At the root

Most people are scared, preoccupied, hurt. And until you help them get at the root of what makes them such, they will not be able to move past that behaviour that is bothering you and damaging the community.

The only shortcut to this is to cut the relationship altogether. That’s never progress and very rarely what you actually want.

Mediation

Some people like to provoke strong reactions in others. They seek the fight, they care to win, they tend to protect, defend, and argue.

Some people prefer not to be noticed by others. They shy away, they let go, they hide and accept.

With the former, you have to be careful not to be drawn into the pit. With the latter, you have to be careful to assign the merit and avoid being forceful.

Mediation is always the best way, but you first need to figure out who you are dealing with.

Downhill

The effort we put into avoiding difficult conversations.

The energy we invest into keeping that bad feeling at bay.

The thoughts we dedicate to finding ways to reduce uncertainty.

That’s what makes everything more difficult, bad, and uncertain.

When you accept that as a part of being a colleague, a leader, a partner, a friend, a parent, a human being, then the rest of the journey is downhill.

I’m not suggesting that we should cease efforts to alleviate pain, our own or that of others.
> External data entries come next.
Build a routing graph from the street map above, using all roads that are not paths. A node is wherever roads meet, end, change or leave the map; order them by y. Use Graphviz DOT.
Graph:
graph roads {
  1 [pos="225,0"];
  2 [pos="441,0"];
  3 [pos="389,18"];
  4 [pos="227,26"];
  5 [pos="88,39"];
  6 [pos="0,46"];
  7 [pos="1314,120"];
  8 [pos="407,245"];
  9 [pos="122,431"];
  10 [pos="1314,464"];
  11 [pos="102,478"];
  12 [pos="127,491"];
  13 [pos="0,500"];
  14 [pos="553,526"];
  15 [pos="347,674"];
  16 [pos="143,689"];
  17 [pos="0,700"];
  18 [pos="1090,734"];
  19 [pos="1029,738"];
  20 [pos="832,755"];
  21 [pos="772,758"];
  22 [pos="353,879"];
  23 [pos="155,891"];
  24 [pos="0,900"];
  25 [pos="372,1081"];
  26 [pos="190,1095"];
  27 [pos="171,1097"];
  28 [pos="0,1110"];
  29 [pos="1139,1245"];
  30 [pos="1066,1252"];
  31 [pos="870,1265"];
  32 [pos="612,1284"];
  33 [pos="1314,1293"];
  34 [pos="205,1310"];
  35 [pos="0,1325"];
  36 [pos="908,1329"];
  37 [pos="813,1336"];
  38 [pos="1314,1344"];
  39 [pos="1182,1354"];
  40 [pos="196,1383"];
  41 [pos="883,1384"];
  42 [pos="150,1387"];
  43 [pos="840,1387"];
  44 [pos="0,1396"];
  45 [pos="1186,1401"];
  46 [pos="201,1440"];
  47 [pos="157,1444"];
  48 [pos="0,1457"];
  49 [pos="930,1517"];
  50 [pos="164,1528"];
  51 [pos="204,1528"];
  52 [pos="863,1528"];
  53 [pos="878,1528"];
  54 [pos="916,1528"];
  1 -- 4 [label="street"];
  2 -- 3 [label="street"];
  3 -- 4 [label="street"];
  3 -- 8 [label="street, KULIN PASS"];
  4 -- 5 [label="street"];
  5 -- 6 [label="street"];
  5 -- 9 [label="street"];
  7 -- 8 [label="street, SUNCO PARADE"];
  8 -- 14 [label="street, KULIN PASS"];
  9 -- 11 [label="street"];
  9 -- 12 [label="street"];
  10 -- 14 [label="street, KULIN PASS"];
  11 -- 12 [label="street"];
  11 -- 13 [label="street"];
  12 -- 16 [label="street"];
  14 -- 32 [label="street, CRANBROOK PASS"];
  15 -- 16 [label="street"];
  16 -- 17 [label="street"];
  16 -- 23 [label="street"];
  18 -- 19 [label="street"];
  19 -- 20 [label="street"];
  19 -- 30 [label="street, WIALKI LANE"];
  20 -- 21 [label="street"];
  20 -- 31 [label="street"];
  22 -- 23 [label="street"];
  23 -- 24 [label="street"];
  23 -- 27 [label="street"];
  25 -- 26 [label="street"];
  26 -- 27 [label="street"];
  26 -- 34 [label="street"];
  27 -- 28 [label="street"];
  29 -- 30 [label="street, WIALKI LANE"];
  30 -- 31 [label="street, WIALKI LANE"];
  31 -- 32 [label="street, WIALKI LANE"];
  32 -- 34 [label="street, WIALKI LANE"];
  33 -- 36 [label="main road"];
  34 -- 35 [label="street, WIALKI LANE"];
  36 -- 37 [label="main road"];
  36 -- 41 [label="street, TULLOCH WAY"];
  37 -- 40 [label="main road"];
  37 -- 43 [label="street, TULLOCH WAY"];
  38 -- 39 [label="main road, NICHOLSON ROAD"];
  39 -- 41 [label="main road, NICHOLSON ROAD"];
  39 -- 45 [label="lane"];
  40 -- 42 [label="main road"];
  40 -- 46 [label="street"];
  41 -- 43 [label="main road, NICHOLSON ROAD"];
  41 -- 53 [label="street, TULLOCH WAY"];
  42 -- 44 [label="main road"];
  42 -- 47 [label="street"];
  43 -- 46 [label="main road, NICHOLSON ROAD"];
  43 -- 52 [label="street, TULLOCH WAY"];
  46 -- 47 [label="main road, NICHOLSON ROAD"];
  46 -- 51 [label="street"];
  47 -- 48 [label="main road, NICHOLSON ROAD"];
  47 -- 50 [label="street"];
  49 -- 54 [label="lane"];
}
But as psychotherapist Sheldon Kopp was keenly aware, our “mistaken belief that it can be cured” is what makes pain unbearable.

Ed Batista, Pain Is Mandatory. Suffering Is Optional.

New things

The worst way you can welcome a new thing a colleague has worked on – something that fills a gap, something that was needed and was not there – is to say: “Can you also do this?”.

Of course, it’s imperfect. It’s the first time you have that.

Of course, you have ideas and opinions. You were given time to think about it.

Of course, it will get better. That’s probably also why they have shared it.

“Can you also do this?” is the surest way to have the colleague stop working on it. Welcome the novelty instead, the initiative, the boldness. And give the new thing time to develop and accept your vision.

Sportsmanship

You have challenges, difficulties, competitors, people who are definitely not on your side, the world out there that’s trying to make it even more complicated, personal problems, injuries, thoughts, feelings, uncertainties. And that can take you to dark places sometimes.

We all go through the same stuff. The best way to navigate all that is to spot this common ground and build a shared view. When you make of sportsmanship your credo, you’ll find that life is suddenly easier.